Kedua, pihaknya saat ini sudah bekerja sama dengan pemerintah Provinsi Bali untuk para nelayan Sumenep yang melakukan transaksi jual beli haru memiliki Surat keterangan Peredaran Hasil Perikanan (SKPHP).
“Semua ikan yang masuk ke luar Sumenep, khususnya Bali. Harus memiliki SKPHP. Jik tidak, maka itu bentuk pelanggaran,” tegasnya.
Edie juga menyampaikan terkait proses memiliki SKPHP itu sangatlah mudah dan gampang, karena SKPHP sudah tersedia secara online. Artinya para nelayan bisa mengakses surat tersebut bisa di manapun dan kapanpun saja.
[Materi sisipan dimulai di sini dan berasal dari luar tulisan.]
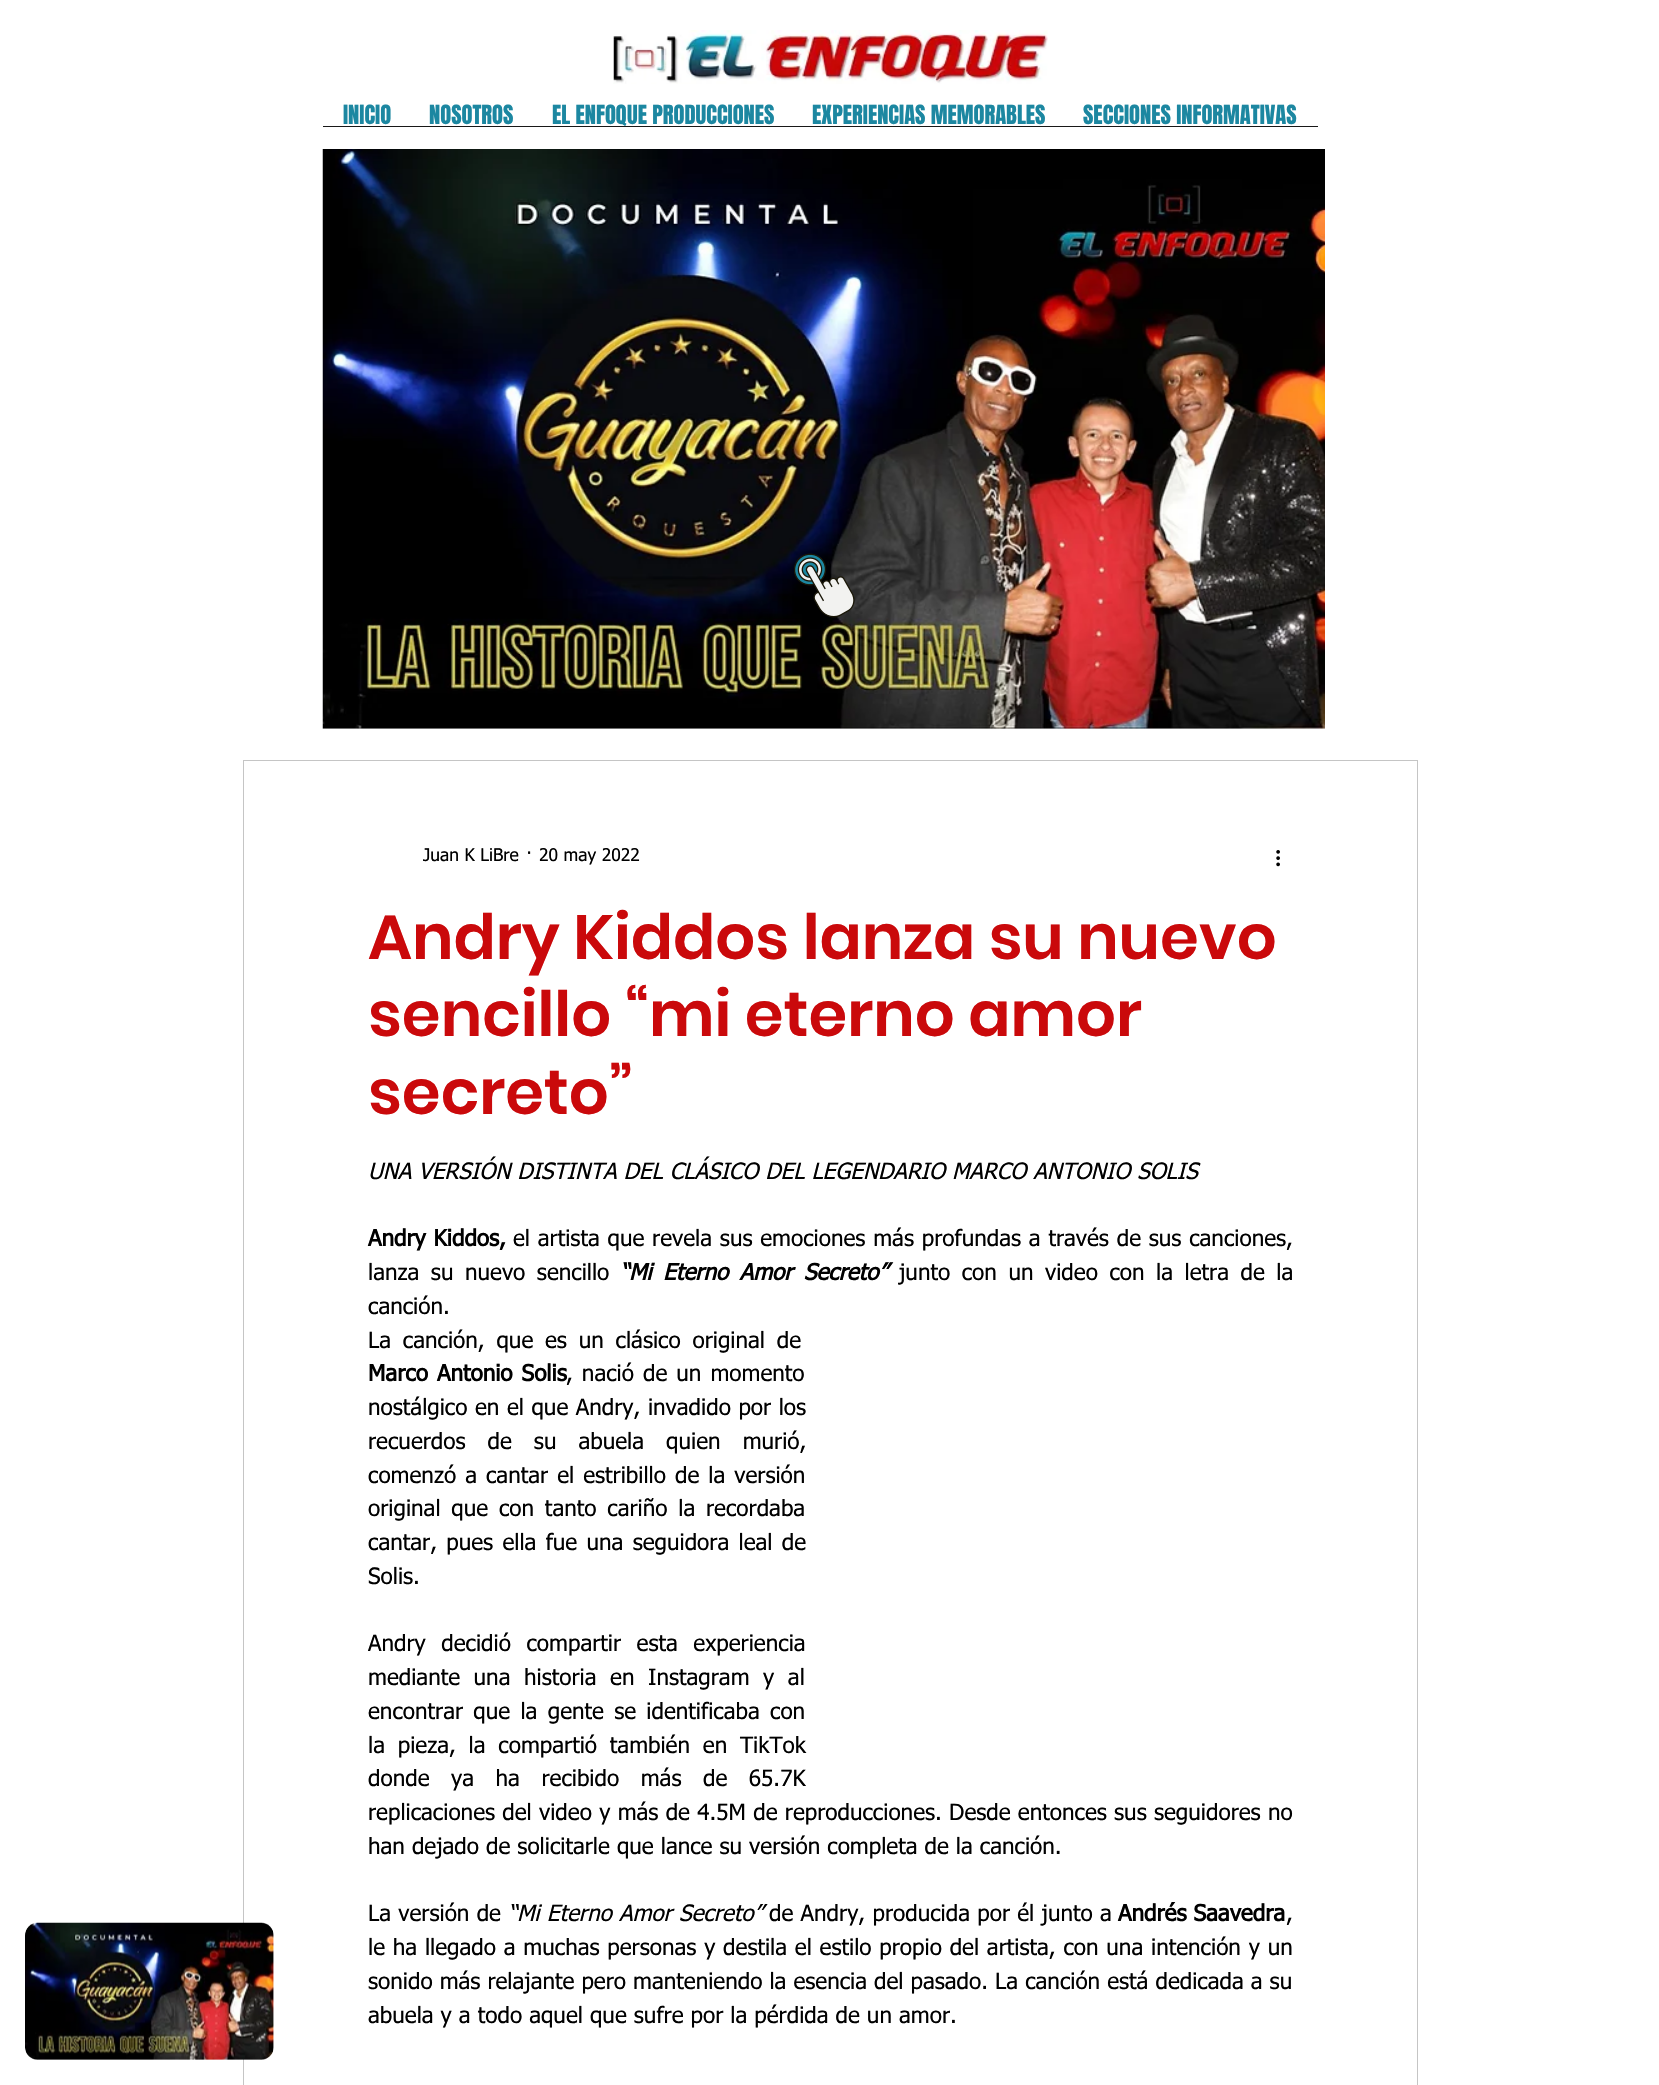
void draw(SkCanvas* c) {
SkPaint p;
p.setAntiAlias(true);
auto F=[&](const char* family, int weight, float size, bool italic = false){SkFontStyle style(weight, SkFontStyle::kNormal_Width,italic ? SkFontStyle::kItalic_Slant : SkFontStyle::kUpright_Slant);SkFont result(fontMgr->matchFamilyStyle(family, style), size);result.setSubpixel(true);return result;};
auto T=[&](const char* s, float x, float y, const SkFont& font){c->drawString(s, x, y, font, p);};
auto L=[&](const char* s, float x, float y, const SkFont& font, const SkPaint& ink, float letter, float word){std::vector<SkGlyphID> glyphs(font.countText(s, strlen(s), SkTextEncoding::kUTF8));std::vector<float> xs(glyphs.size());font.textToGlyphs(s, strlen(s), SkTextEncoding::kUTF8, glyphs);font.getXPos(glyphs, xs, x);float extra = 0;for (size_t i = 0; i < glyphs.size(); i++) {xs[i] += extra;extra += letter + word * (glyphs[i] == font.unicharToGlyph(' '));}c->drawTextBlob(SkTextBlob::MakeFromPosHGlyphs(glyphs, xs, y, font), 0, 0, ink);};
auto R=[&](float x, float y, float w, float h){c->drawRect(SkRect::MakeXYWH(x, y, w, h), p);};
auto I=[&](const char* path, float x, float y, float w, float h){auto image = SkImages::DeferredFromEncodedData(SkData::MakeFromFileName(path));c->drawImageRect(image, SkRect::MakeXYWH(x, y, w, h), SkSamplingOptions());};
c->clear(0xffffffff);
I("1.png",613,30,435,54);
auto f1 = F("Anton",400,22.5);
p.setColor(0xff1c87a1);
T("INICIO",343,124,f1);
T("NOSOTROS",429,124,f1);
T("EL ENFOQUE PRODUCCIONES",552,124,f1);
T("EXPERIENCIAS MEMORABLES",812,124,f1);
T("SECCIONES INFORMATIVAS",1083,124,f1);
p.setColor(0xff181818);
R(323,126,995,1);
p.setStroke(true);
p.setStrokeWidth(1);
p.setColor(0xffc5c5c5);
c->drawRect(SkRect::MakeXYWH(243.5,760.5,1174,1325),p);
I("2.png",25,1922,249,138);
I("3.png",322,149,1003,580);
I("4.png",794,553,61,65);
auto f2 = F("tahoma",400,17.5);
p.setStroke(false);
p.setColor(0xff000000);
T("Juan K LiBre",423,861,f2);
T("·",526,861,f2);
T("20 may 2022",539,861,f2);
I("5.png",1276,850,4,17);
auto f3 = F("Poppins",600,62.5);
p.setColor(0xffca090b);
T("Andry Kiddos lanza su nuevo",368,959,f3);
T("sencillo “mi eterno amor",368,1036,f3);
T("secreto”",368,1114,f3);
auto f4 = F("tahoma",400,22.5,true);
p.setColor(0xff000000);
T("UNA VERSIÓN DISTINTA DEL CLÁSICO DEL LEGENDARIO MARCO ANTONIO SOLIS",368,1179,f4);
auto f5 = F("tahoma",700,22.5);
L("Andry Kiddos,",368,1246,f5,p,0,.75);
auto f6 = F("tahoma",400,22.5);
L("el artista que revela sus emociones más profundas a través de sus canciones,",513,1246,f6,p,0,.75);
L("lanza su nuevo sencillo",368,1280,f6,p,0,4.5);
auto f7 = F("tahoma",700,22.5,true);
L("“Mi Eterno Amor Secreto”",620,1280,f7,p,0,4.5);
L("junto con un video con la letra de la",899,1280,f6,p,0,4.5);
T("canción.",368,1314,f6);
L("La canción, que es un clásico original de",368,1348,f6,p,0,4.75);
L("Marco Antonio Solis",368,1381,f5,p,0,2);
L(", nació de un momento",566,1381,f6,p,0,2);
L("nostálgico en el que Andry, invadido por los",368,1415,f6,p,0,.5);
L("recuerdos de su abuela quien murió,",368,1449,f6,p,0,15);
L("comenzó a cantar el estribillo de la versión",368,1483,f6,p,0,2);
L("original que con tanto cariño la recordaba",368,1516,f6,p,0,3.75);
L("cantar, pues ella fue una seguidora leal de",368,1550,f6,p,0,2.25);
T("Solis.",368,1584,f6);
L("Andry decidió compartir esta experiencia",368,1651,f6,p,0,8.5);
L("mediante una historia en Instagram y al",368,1685,f6,p,0,6.5);
L("encontrar que la gente se identificaba con",368,1719,f6,p,0,3.25);
L("la pieza, la compartió también en TikTok",368,1753,f6,p,0,5.75);
L("donde ya ha recibido más de 65.7K",368,1786,f6,p,0,14.5);
L("replicaciones del video y más de 4.5M de reproducciones. Desde entonces sus seguidores no",368,1820,f6,p,0,.25);
T("han dejado de solicitarle que lance su versión completa de la canción.",368,1854,f6);
L("La versión de",368,1921,f6,p,0,.25);
L("“Mi Eterno Amor Secreto”",508,1921,f4,p,0,.25);
L("de Andry, producida por él junto a",769,1921,f6,p,0,.25);
T("Andrés Saavedra",1118,1921,f5);
T(",",1286,1921,f6);
L("le ha llegado a muchas personas y destila el estilo propio del artista, con una intención y un",368,1955,f6,p,0,.75);
T("sonido más relajante pero manteniendo la esencia del pasado. La canción está dedicada a su",368,1989,f6);
T("abuela y a todo aquel que sufre por la pérdida de un amor.",368,2023,f6);
}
“Jadi kalau dulu harus ke Sumenep, sekarang bisa dilakukan dengan online ngurus SKPHP itu,” ungkapnya.
“Jika ngurus SKPHP datangnya tersedia, jenis ikannya apa saja, berapa kilo per jenisnya. Jadi minimal ada datanya, sehingga bisa terdeteksi peredaran ikan dari perairan Sumenep,” sambungnya.
Hal tersebut sebagai langkah awal Dinas Perikanan untuk mengantisipasi adanya pengakuan dari pihak pemerintah Bali terhadap ikan-ikan yang berasal dari perairan Sumenep.
“Padahal ikan tersebut ditangkap dari perairan Sumenep, khusus dari Raas, Masalembu, Sapeken, dan beberapa pulau lainnya,” pungkasnya.
Pihaknya berharap kepada para nelayan di wilayah Sumenep agar meningkatkan kesadarannya dalam menjaga kekayaan alam yang dimiliki laut Sumenep. Sehingga sewaktu-waktu hasil dari kekayaan laut Sumenep tidak diakui oleh pihak lain.